This is consistent
with the observation that NAM administration induces a marked reduction of hepatic SAM content as well as an increase in SAH content. Next, we examined the Ras and JAK/STAT signaling pathways. We have shown the persistent activation Vadimezan of the Ras and JAK/STAT signaling pathways through suppression of Ras and JAK/STAT inhibitors such as RASSF1A and SOCS1 in GNMT-KO mouse liver.6 In the present study, we observed that NAM administration to GNMT-KO mice prevented the hepatic suppression of RASSF1A and SOCS1 protein expression (Fig. 5C,D). Concomitant with this normalization of RASSF1A protein expression, we observed that the livers of NAM-treated GNMT-KO mice exhibited markedly lower expression of Ras mTOR inhibitor and downstream effectors of Ras involved in cell proliferation and survival (including pRAF1 and pERK1/2) than untreated knockout animals (Fig. 5C). Ras activity, assessed by immunoprecipitation with anti-pan Ras
antibody and probed with anti-RAF1 antibody, was markedly increased in GNMT-KO mice liver but much less elevated in NAM-treated GNMT-KO mice (Fig. 5C). Similarly, pERK1/2 content increased more than 15-fold in GNMT-KO livers and only seven-fold in NAM-treated KO livers (Fig. 5C). The levels of pRAF1 were elevated in GNMT-KO mice compared with WT animals but were similar in WT and NAM-treated GNMT-KO mice (Fig. 5C). Similarly, concurrent with the normalization of SOCS1 protein expression, we observed that whereas the liver protein levels of pSTAT3 and of the downstream mitotic markers effectors pHistone 3 and Ki-67 were significantly elevated in both GNMT-KO mice groups compared with WT animals, induction in the NAM-treated group was significantly lower than in the untreated group (Fig. 5D).

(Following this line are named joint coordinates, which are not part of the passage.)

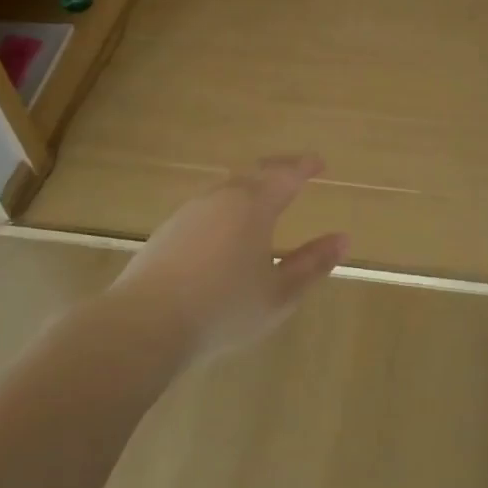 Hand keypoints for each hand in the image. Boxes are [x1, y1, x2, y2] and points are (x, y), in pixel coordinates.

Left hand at [110, 154, 348, 364]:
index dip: (305, 167)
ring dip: (250, 187)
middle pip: (253, 173)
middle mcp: (220, 200)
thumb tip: (342, 239)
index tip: (320, 163)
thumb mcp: (279, 294)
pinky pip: (206, 208)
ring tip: (263, 198)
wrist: (144, 324)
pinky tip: (225, 229)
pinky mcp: (166, 232)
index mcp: (252, 207)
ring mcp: (188, 214)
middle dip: (278, 169)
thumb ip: (312, 264)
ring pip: (226, 189)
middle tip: (295, 171)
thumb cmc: (223, 308)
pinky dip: (226, 207)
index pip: (285, 176) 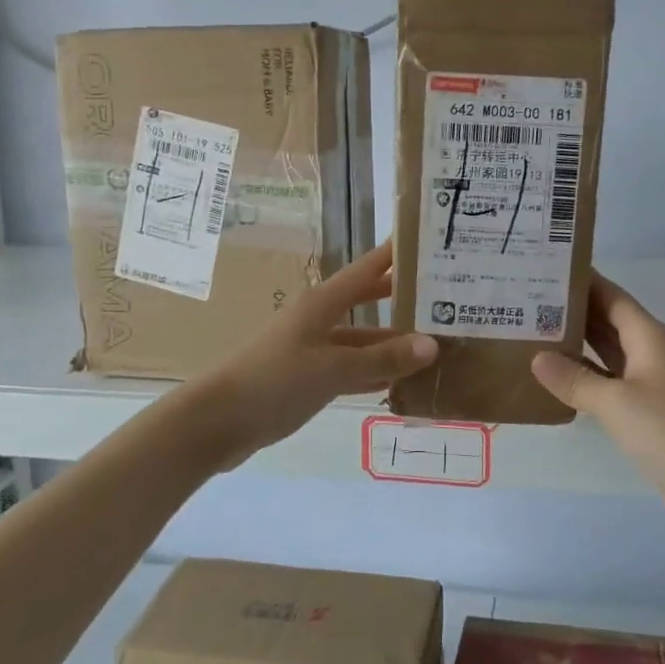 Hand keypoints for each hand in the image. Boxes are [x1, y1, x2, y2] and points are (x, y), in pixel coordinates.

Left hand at [200, 241, 437, 463]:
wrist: (219, 421)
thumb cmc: (275, 381)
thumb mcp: (333, 368)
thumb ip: (382, 358)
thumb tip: (433, 344)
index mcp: (323, 303)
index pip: (367, 269)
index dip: (395, 254)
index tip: (429, 241)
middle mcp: (320, 319)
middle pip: (368, 301)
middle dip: (402, 298)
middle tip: (445, 297)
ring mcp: (314, 350)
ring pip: (363, 340)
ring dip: (393, 343)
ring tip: (437, 344)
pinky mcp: (309, 379)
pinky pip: (352, 369)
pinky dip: (375, 373)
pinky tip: (403, 380)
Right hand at [530, 272, 664, 536]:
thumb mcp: (618, 403)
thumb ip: (575, 380)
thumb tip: (537, 357)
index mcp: (649, 337)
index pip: (610, 296)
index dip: (581, 281)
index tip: (544, 268)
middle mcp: (650, 353)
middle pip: (606, 322)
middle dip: (570, 311)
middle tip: (524, 301)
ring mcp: (650, 385)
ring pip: (606, 355)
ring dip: (574, 346)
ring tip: (529, 335)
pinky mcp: (648, 415)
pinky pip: (609, 386)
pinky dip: (584, 381)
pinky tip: (555, 383) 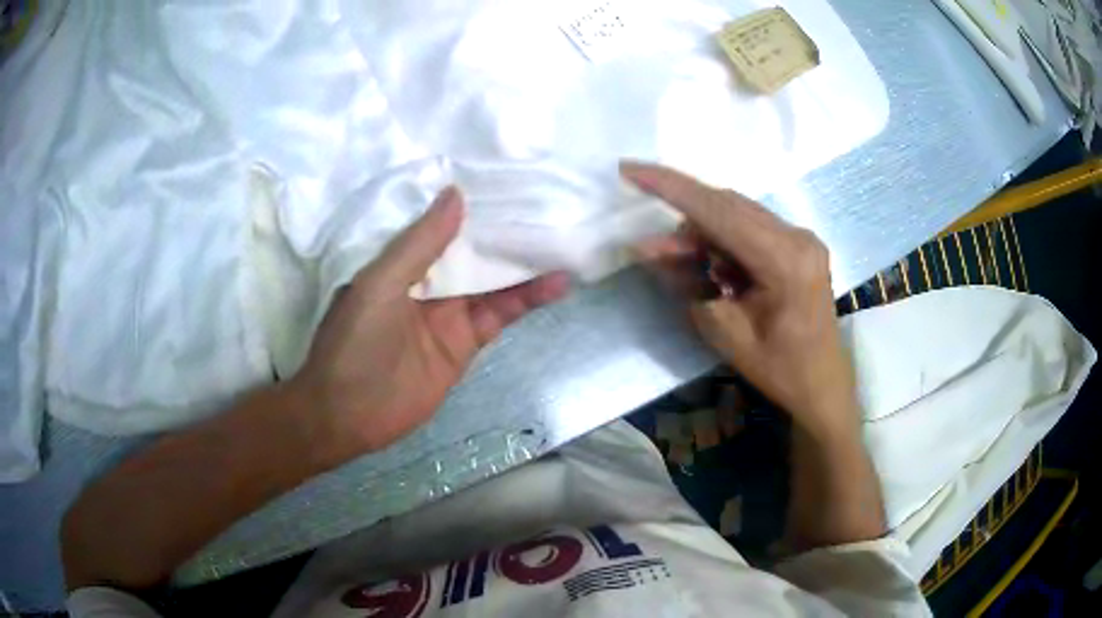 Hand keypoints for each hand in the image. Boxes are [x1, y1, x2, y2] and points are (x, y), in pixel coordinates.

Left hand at [289, 187, 569, 461]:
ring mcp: (449, 312)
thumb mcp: (380, 283)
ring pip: (493, 280)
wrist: (349, 414)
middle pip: (472, 250)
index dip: (472, 205)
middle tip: (549, 202)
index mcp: (399, 259)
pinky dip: (528, 299)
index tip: (508, 180)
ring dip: (525, 263)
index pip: (441, 224)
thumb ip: (419, 244)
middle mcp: (427, 280)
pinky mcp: (466, 342)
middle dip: (505, 229)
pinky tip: (556, 283)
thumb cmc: (354, 342)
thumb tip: (456, 194)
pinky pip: (500, 314)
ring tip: (564, 238)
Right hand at [622, 162, 856, 434]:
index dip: (671, 187)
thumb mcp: (724, 332)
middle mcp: (798, 236)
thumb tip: (648, 246)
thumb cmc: (779, 370)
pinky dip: (723, 238)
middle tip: (656, 249)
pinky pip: (751, 226)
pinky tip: (713, 265)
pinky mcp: (799, 244)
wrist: (824, 385)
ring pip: (737, 212)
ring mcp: (802, 237)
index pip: (719, 211)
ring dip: (704, 231)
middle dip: (685, 219)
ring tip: (684, 264)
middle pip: (727, 205)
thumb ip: (687, 282)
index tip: (630, 169)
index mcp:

The protein levels of activated JAK2 tyrosine kinase (pJAK2) and cyclin D1 were elevated in GNMT-KO mice compared with WT animals but were similar in WT and NAM-treated GNMT-KO mice (Fig. 5D). SAM is synthesized
by methionine adenosyltransferase (MAT). In mammals, there are three isoforms of MAT (MATI, Thalidomide MATII, and MATIII) that are encoded by two genes (MAT1A and MAT2A). MATI and MATIII are tetrameric and dimeric forms, respectively, of the same subunit (α1) encoded by MAT1A, whereas the MATII isoform is a tetramer of a different subunit (α2) encoded by MAT2A. Adult differentiated liver expresses predominantly MAT1A, whereas extrahepatic tissues and fetal liver express MAT2A.2, 18 The prevalent liver form, MATIII, has lower affinity for its substrates, is activated by methionine, and has higher Vmax, contrasting with the other two enzymes.2, 18 Based on the differential properties of hepatic MAT isoforms, it has been postulated that MATIII is the truly liver-specific isoform.2 Under normal conditions, MATI synthesizes most SAM required by the hepatic cells (as MATII does outside the liver).